English English language Etymology Usage Word origin

Can “since” mean “because”?

Q: In your “disrupter”/“disruptor” post, you use the word “since” in the sense of “because.” To me, “because” indicates cause and effect, while “since” indicates time. Am I being hypercritical?

A: Yes, you’re being hypercritical.

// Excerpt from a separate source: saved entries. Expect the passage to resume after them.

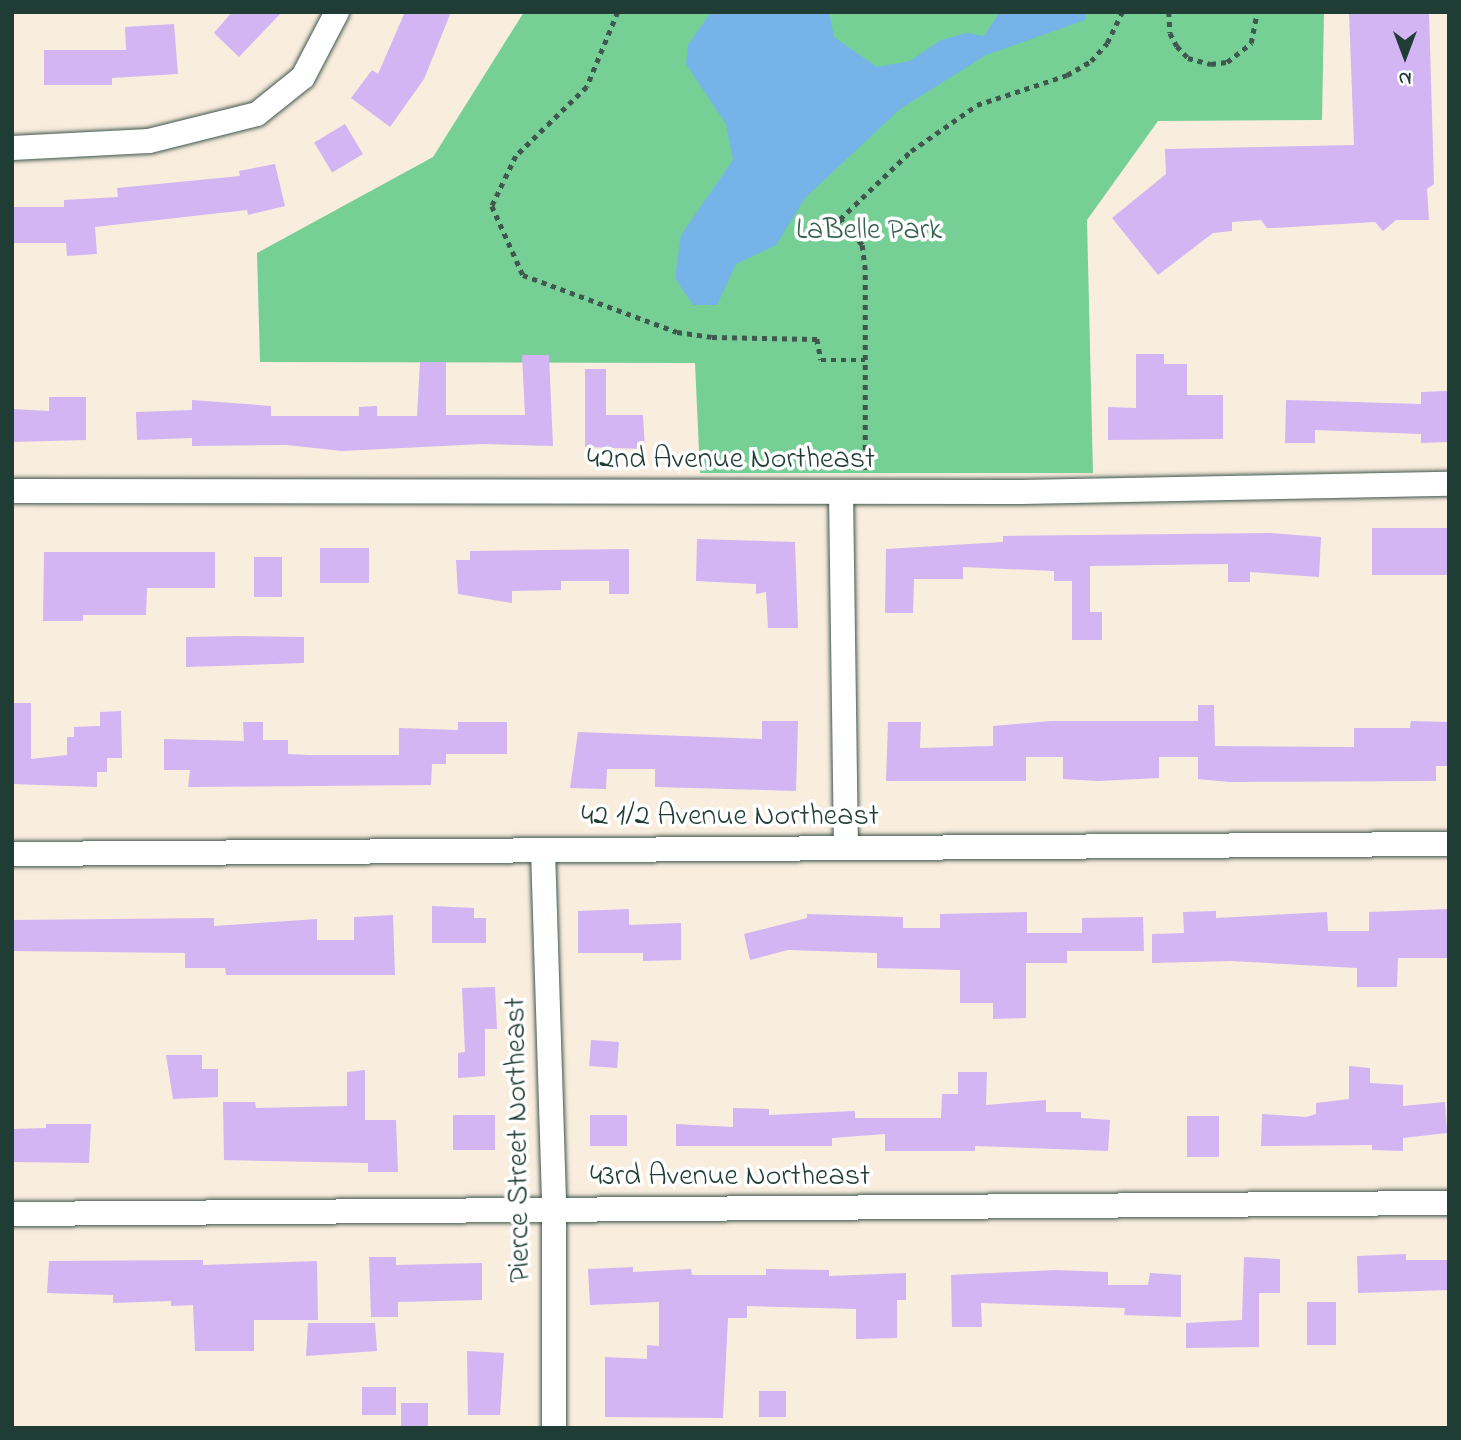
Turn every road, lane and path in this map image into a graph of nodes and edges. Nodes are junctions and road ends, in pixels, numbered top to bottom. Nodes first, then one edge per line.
1 (337, 12) edge
2 (618, 12) edge
3 (1122, 12) edge
4 (1169, 12) edge
5 (1257, 12) edge
6 (12, 148) edge
7 (866, 360) junction
8 (1449, 484) edge
9 (12, 491) edge
10 (853, 492) junction
11 (1449, 844) edge
12 (846, 848) junction
13 (543, 850) junction
14 (12, 853) edge
15 (1449, 1203) edge
16 (554, 1210) junction
17 (12, 1214) edge
18 (554, 1428) edge

1 - 6 street
2 - 7 path
3 - 7 path
4 - 5 path
7 - 10 path
8 - 10 street, 42nd Avenue Northeast
9 - 10 street, 42nd Avenue Northeast
10 - 12 street
11 - 12 street, 42 1/2 Avenue Northeast
12 - 13 street, 42 1/2 Avenue Northeast
13 - 14 street, 42 1/2 Avenue Northeast
13 - 16 street, Pierce Street Northeast
15 - 16 street, 43rd Avenue Northeast
16 - 17 street, 43rd Avenue Northeast
16 - 18 street, Pierce Street Northeast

The word “since” has been used as a conjunction in the sense of “because” for hundreds of years.

Here’s an example from Shakespeare’s The Comedy of Errors (1593): “Since mine own doors refuse to entertain me, / I’ll knock elsewhere, to see if they’ll disdain me.”

Bryan A. Garner, one of our more traditional grammarians, says it’s a “canard that the word properly relates only to time.”

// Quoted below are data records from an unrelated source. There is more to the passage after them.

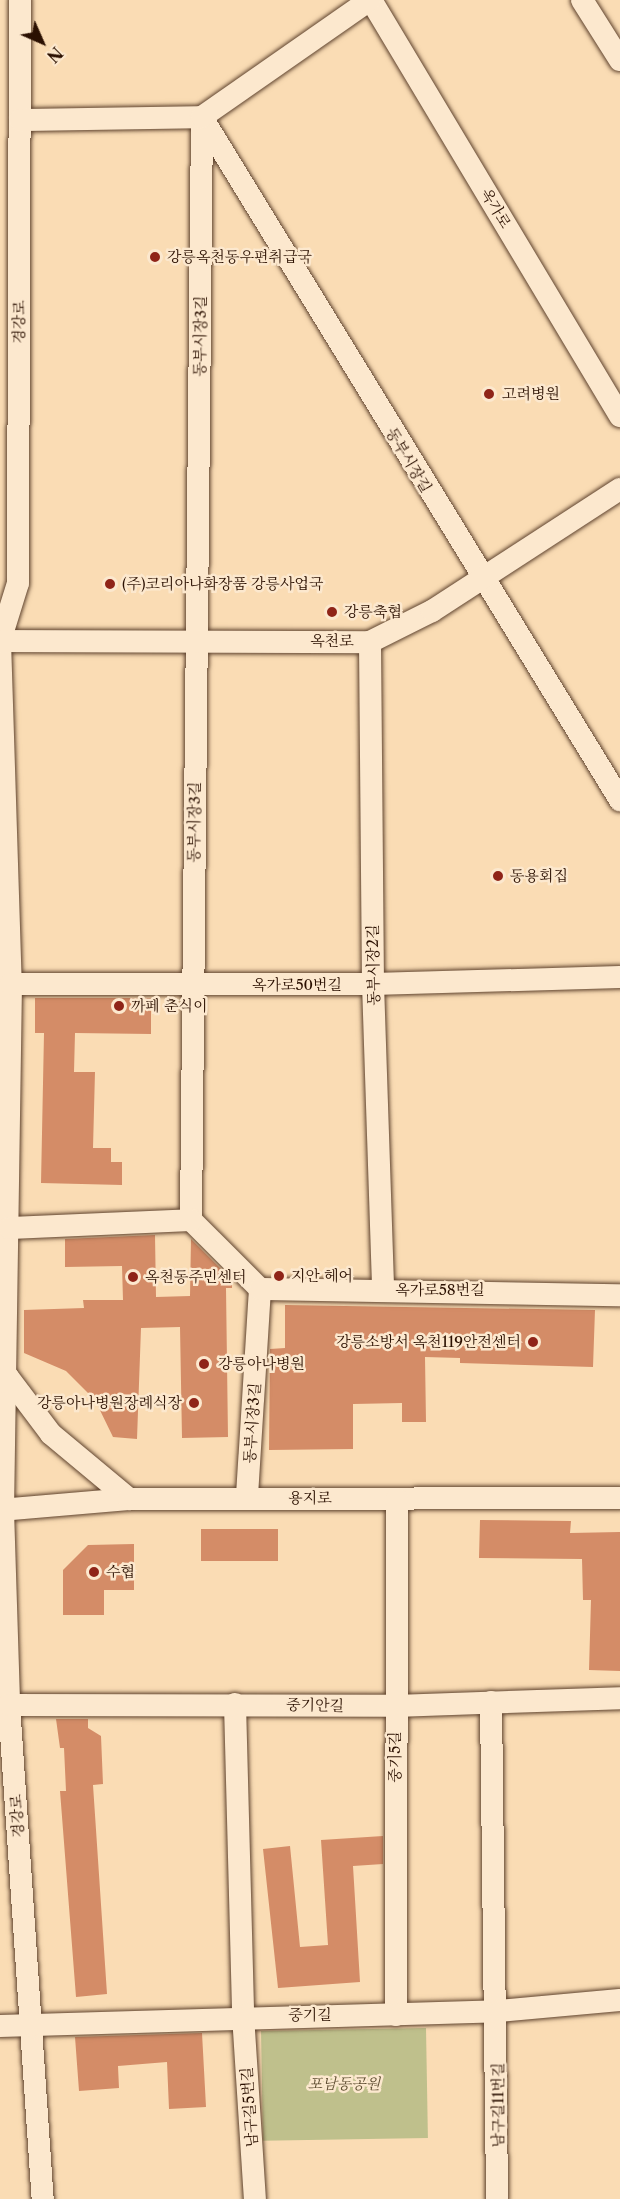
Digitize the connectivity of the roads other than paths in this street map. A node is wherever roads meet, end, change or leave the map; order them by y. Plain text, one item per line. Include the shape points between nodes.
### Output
1 (20, 0) edge
2 (371, 0) edge
3 (582, 0) edge
4 (620, 60) edge
5 (202, 117) junction
6 (20, 120) junction
7 (620, 416) edge
8 (620, 489) edge
9 (481, 580) junction
10 (0, 641) edge
11 (197, 641) junction
12 (370, 642) junction
13 (620, 800) edge
14 (620, 977) edge
15 (10, 984) junction
16 (373, 984) junction
17 (191, 985) junction
18 (191, 1220) junction
19 (10, 1228) junction
20 (260, 1289) junction
21 (383, 1289) junction
22 (620, 1294) edge
23 (4, 1382) edge
24 (248, 1498) junction
25 (620, 1498) edge
26 (398, 1499) junction
27 (129, 1500) junction
28 (1, 1510) edge
29 (620, 1698) edge
30 (491, 1702) junction
31 (235, 1704) junction
32 (9, 1705) junction
33 (395, 1706) junction
34 (620, 2000) edge
35 (498, 2011) junction
36 (396, 2014) junction
37 (243, 2015) junction
38 (31, 2023) junction
39 (0, 2026) edge
40 (43, 2199) edge
41 (255, 2199) edge
42 (497, 2199) edge

1 - 6 street, 경강로
2 - 5 street
2 - 7 street, 옥가로
3 - 4 street
5 - 6 street
5 - 9 street, 동부시장길
5 - 11 street, 동부시장3길
6 - 10 street, 경강로 via 18,582
8 - 9 street, 옥천로
9 - 12 street, 옥천로 via 432,611
9 - 13 street, 동부시장길
10 - 11 street, 옥천로
10 - 15 street, 경강로
11 - 12 street, 옥천로
11 - 17 street, 동부시장3길
12 - 16 street, 동부시장2길
14 - 16 street, 옥가로50번길
15 - 17 street, 옥가로50번길
15 - 19 street, 경강로
16 - 17 street, 옥가로50번길
16 - 21 street, 동부시장2길
17 - 18 street, 동부시장3길
18 - 19 street
18 - 20 street
19 - 23 street, 경강로
20 - 21 street, 옥가로58번길
20 - 24 street, 동부시장3길
21 - 22 street, 옥가로58번길
23 - 27 street via 51,1434
23 - 28 street, 경강로
24 - 26 street, 용지로
24 - 27 street, 용지로
25 - 26 street, 용지로
26 - 33 street, 중기5길
27 - 28 street, 용지로
28 - 32 street, 경강로
29 - 30 street, 중기안길
30 - 33 street, 중기안길
30 - 35 street, 남구길11번길
31 - 32 street, 중기안길
31 - 33 street, 중기안길
31 - 37 street, 남구길5번길
32 - 38 street, 경강로
33 - 36 street, 중기5길
34 - 35 street, 중기길
35 - 36 street, 중기길
35 - 42 street, 남구길11번길
36 - 37 street, 중기길
37 - 38 street, 중기길
37 - 41 street, 남구길5번길
38 - 39 street, 중기길
38 - 40 street, 경강로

“In modern print sources, the causal sense is almost as common as the temporal sense,” he writes in Garner’s Modern American Usage (3rd ed.).

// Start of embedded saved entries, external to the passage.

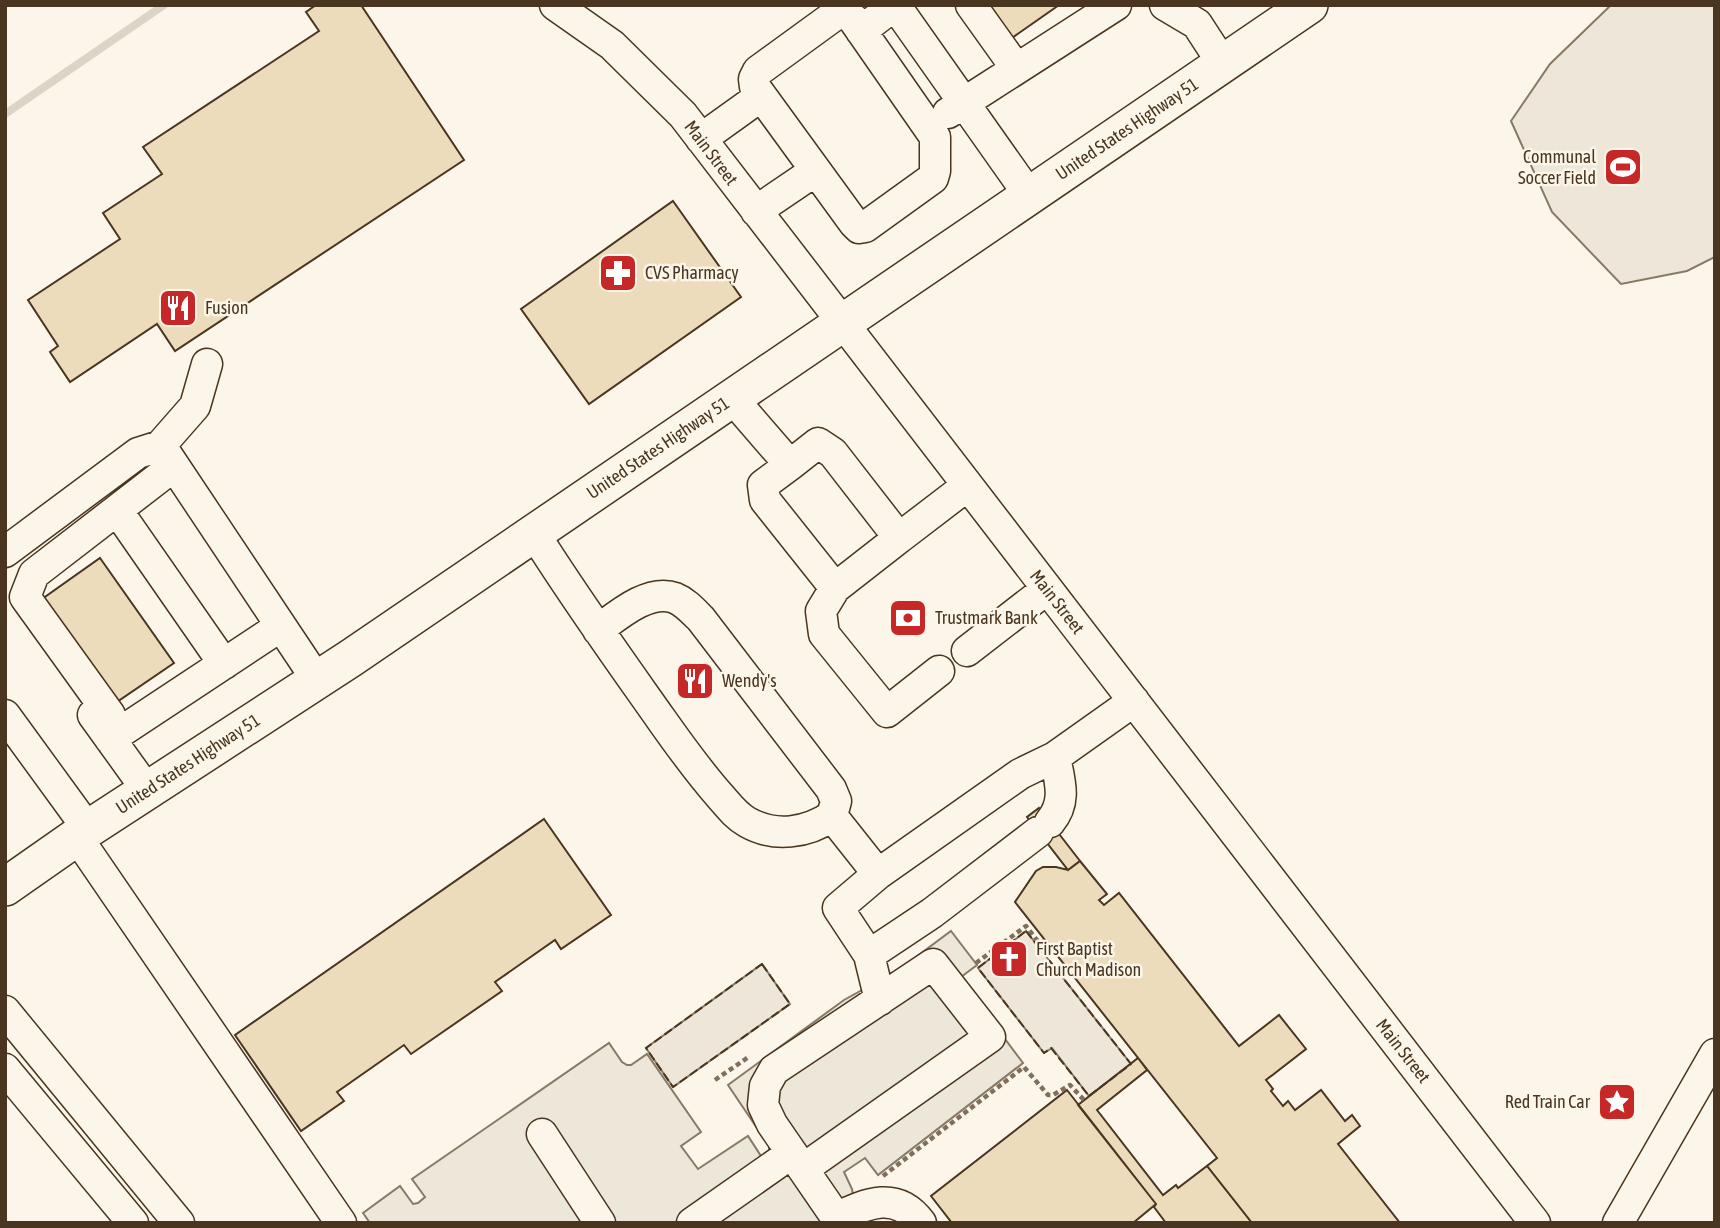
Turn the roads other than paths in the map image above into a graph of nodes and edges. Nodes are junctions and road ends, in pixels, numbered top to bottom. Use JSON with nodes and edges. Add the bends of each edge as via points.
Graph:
{"nodes":[{"id":1,"x":555,"y":5,"type":"edge"},
{"id":2,"x":971,"y":5,"type":"edge"},
{"id":3,"x":1116,"y":5,"type":"edge"},
{"id":4,"x":1165,"y":5,"type":"edge"},
{"id":5,"x":1309,"y":5,"type":"edge"},
{"id":6,"x":861,"y":31,"type":"junction"},
{"id":7,"x":1223,"y":64,"type":"junction"},
{"id":8,"x":1016,"y":68,"type":"junction"},
{"id":9,"x":761,"y":96,"type":"junction"},
{"id":10,"x":963,"y":102,"type":"junction"},
{"id":11,"x":928,"y":126,"type":"junction"},
{"id":12,"x":701,"y":139,"type":"junction"},
{"id":13,"x":815,"y":171,"type":"junction"},
{"id":14,"x":1029,"y":195,"type":"junction"},
{"id":15,"x":756,"y":211,"type":"junction"},
{"id":16,"x":841,"y":323,"type":"junction"},
{"id":17,"x":207,"y":364,"type":"dead end"},
{"id":18,"x":732,"y":398,"type":"junction"},
{"id":19,"x":167,"y":456,"type":"junction"},
{"id":20,"x":790,"y":465,"type":"junction"},
{"id":21,"x":967,"y":486,"type":"junction"},
{"id":22,"x":117,"y":510,"type":"junction"},
{"id":23,"x":534,"y":533,"type":"junction"},
{"id":24,"x":900,"y":538,"type":"junction"},
{"id":25,"x":5,"y":552,"type":"edge"},
{"id":26,"x":835,"y":588,"type":"junction"},
{"id":27,"x":1047,"y":589,"type":"junction"},
{"id":28,"x":5,"y":593,"type":"edge"},
{"id":29,"x":281,"y":626,"type":"junction"},
{"id":30,"x":598,"y":630,"type":"junction"},
{"id":31,"x":967,"y":651,"type":"dead end"},
{"id":32,"x":224,"y":664,"type":"junction"},
{"id":33,"x":939,"y":671,"type":"dead end"},
{"id":34,"x":317,"y":680,"type":"junction"},
{"id":35,"x":1134,"y":701,"type":"junction"},
{"id":36,"x":5,"y":715,"type":"edge"},
{"id":37,"x":107,"y":734,"type":"junction"},
{"id":38,"x":1055,"y":757,"type":"junction"},
{"id":39,"x":147,"y":790,"type":"junction"},
{"id":40,"x":832,"y":816,"type":"junction"},
{"id":41,"x":82,"y":833,"type":"junction"},
{"id":42,"x":878,"y":874,"type":"junction"},
{"id":43,"x":8,"y":880,"type":"edge"},
{"id":44,"x":869,"y":955,"type":"junction"},
{"id":45,"x":880,"y":1000,"type":"junction"},
{"id":46,"x":5,"y":1011,"type":"edge"},
{"id":47,"x":1715,"y":1054,"type":"edge"},
{"id":48,"x":5,"y":1069,"type":"edge"},
{"id":49,"x":542,"y":1134,"type":"dead end"},
{"id":50,"x":798,"y":1161,"type":"junction"},
{"id":51,"x":838,"y":1220,"type":"edge"},
{"id":52,"x":133,"y":1223,"type":"edge"},
{"id":53,"x":179,"y":1223,"type":"edge"},
{"id":54,"x":341,"y":1223,"type":"edge"},
{"id":55,"x":600,"y":1223,"type":"edge"},
{"id":56,"x":692,"y":1223,"type":"edge"},
{"id":57,"x":921,"y":1223,"type":"edge"},
{"id":58,"x":1535,"y":1223,"type":"edge"},
{"id":59,"x":1618,"y":1223,"type":"edge"}],
"edges":[{"from":1,"to":12,"type":"street","name":"Main Street","via":[[612,45]]},
{"from":2,"to":8,"type":"street"},
{"from":3,"to":8,"type":"street"},
{"from":4,"to":7,"type":"street","via":[[1197,24]]},
{"from":5,"to":7,"type":"main road","name":"United States Highway 51"},
{"from":6,"to":9,"type":"street","via":[[844,13],[835,15],[758,72],[754,79]]},
{"from":6,"to":10,"type":"street","via":[[895,5]]},
{"from":6,"to":11,"type":"street"},
{"from":7,"to":14,"type":"main road","name":"United States Highway 51"},
{"from":8,"to":10,"type":"street"},
{"from":9,"to":12,"type":"street"},
{"from":9,"to":13,"type":"street"},
{"from":10,"to":11,"type":"street"},
{"from":10,"to":14,"type":"street"},
{"from":11,"to":13,"type":"street","via":[[935,137],[933,178],[865,228],[854,223]]},
{"from":12,"to":15,"type":"street","name":"Main Street"},
{"from":13,"to":15,"type":"street"},
{"from":14,"to":16,"type":"main road","name":"United States Highway 51"},
{"from":15,"to":16,"type":"street","name":"Main Street"},
{"from":16,"to":18,"type":"main road","name":"United States Highway 51"},
{"from":16,"to":21,"type":"street","name":"Main Street"},
{"from":17,"to":19,"type":"street","via":[[195,407]]},
{"from":18,"to":20,"type":"street"},
{"from":18,"to":23,"type":"main road","name":"United States Highway 51"},
{"from":19,"to":22,"type":"street"},
{"from":19,"to":25,"type":"street","via":[[138,453]]},
{"from":19,"to":29,"type":"street"},
{"from":20,"to":24,"type":"street","via":[[818,443],[826,448]]},
{"from":20,"to":26,"type":"street","via":[[763,485],[765,500]]},
{"from":21,"to":24,"type":"street"},
{"from":21,"to":27,"type":"street","name":"Main Street"},
{"from":22,"to":32,"type":"street"},
{"from":22,"to":37,"type":"street","via":[[34,574],[25,597],[110,715]]},
{"from":23,"to":30,"type":"street"},
{"from":23,"to":34,"type":"main road","name":"United States Highway 51"},
{"from":24,"to":26,"type":"street"},
{"from":26,"to":33,"type":"street","via":[[821,611],[824,634],[887,712]]},
{"from":27,"to":31,"type":"street"},
{"from":27,"to":35,"type":"street","name":"Main Street"},
{"from":28,"to":37,"type":"street"},
{"from":29,"to":32,"type":"street"},
{"from":29,"to":34,"type":"street"},
{"from":30,"to":40,"type":"street","via":[[695,768],[745,821],[761,829],[789,832]]},
{"from":30,"to":40,"type":"street","via":[[649,599],[674,597],[687,606],[831,789],[836,800]]},
{"from":32,"to":37,"type":"street"},
{"from":34,"to":39,"type":"main road","name":"United States Highway 51"},
{"from":35,"to":38,"type":"street"},
{"from":35,"to":58,"type":"street","name":"Main Street"},
{"from":36,"to":41,"type":"street"},
{"from":37,"to":39,"type":"street"},
{"from":38,"to":42,"type":"street","via":[[1020,774]]},
{"from":38,"to":44,"type":"street","via":[[1062,797],[1059,812],[932,913]]},
{"from":39,"to":41,"type":"main road","name":"United States Highway 51"},
{"from":40,"to":42,"type":"street"},
{"from":41,"to":43,"type":"main road","name":"United States Highway 51"},
{"from":41,"to":54,"type":"street"},
{"from":42,"to":44,"type":"street","via":[[838,908]]},
{"from":44,"to":45,"type":"street"},
{"from":45,"to":50,"type":"street","via":[[774,1070],[769,1078],[762,1105]]},
{"from":45,"to":50,"type":"street","via":[[933,964],[990,1037]]},
{"from":46,"to":53,"type":"street"},
{"from":47,"to":59,"type":"street"},
{"from":48,"to":52,"type":"street"},
{"from":49,"to":55,"type":"street"},
{"from":50,"to":51,"type":"street"},
{"from":50,"to":56,"type":"street"},
{"from":51,"to":57,"type":"street","via":[[879,1202],[899,1204]]}]}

We’d caution, however, that the use of “since” for “because” can be ambiguous if both causal and temporal readings are possible.

As Pat writes in Woe Is I, her grammar and usage guide, “Just be sure the meaning can’t be confused, as in, Since we spoke, I’ve had second thoughts. In that case, since could mean either ‘from the time that’ or ‘because,’ so it’s better to be more precise.”

Merriam-Webster’s Dictionary of English Usage adds that “since” may be “a bit less emphatic” than “because” when used in the causal sense. Perhaps, but that’s for the writer to decide.

The word “since” has been an adverb, adjective, preposition, and conjunction since it showed up in Middle English in the 1400s, according to the Oxford English Dictionary.

It had various early meanings (then, thereupon, immediately afterward, etc.) before the modern temporal and causal senses showed up in the 1500s.

The earliest “because” example in the OED is from The Comedye of Acolastus, a 1540 translation by John Palsgrave of a Latin play about the Prodigal Son by the Dutch writer Gulielmus Gnapheus: “Go to, let it be … syns it lyketh so.”

We’ll end with this example from Oliver Goldsmith’s The Vicar of Wakefield (1766):  “Then what signifies calling every moment upon the devil, and courting his friendship, since you find how scurvily he uses you?”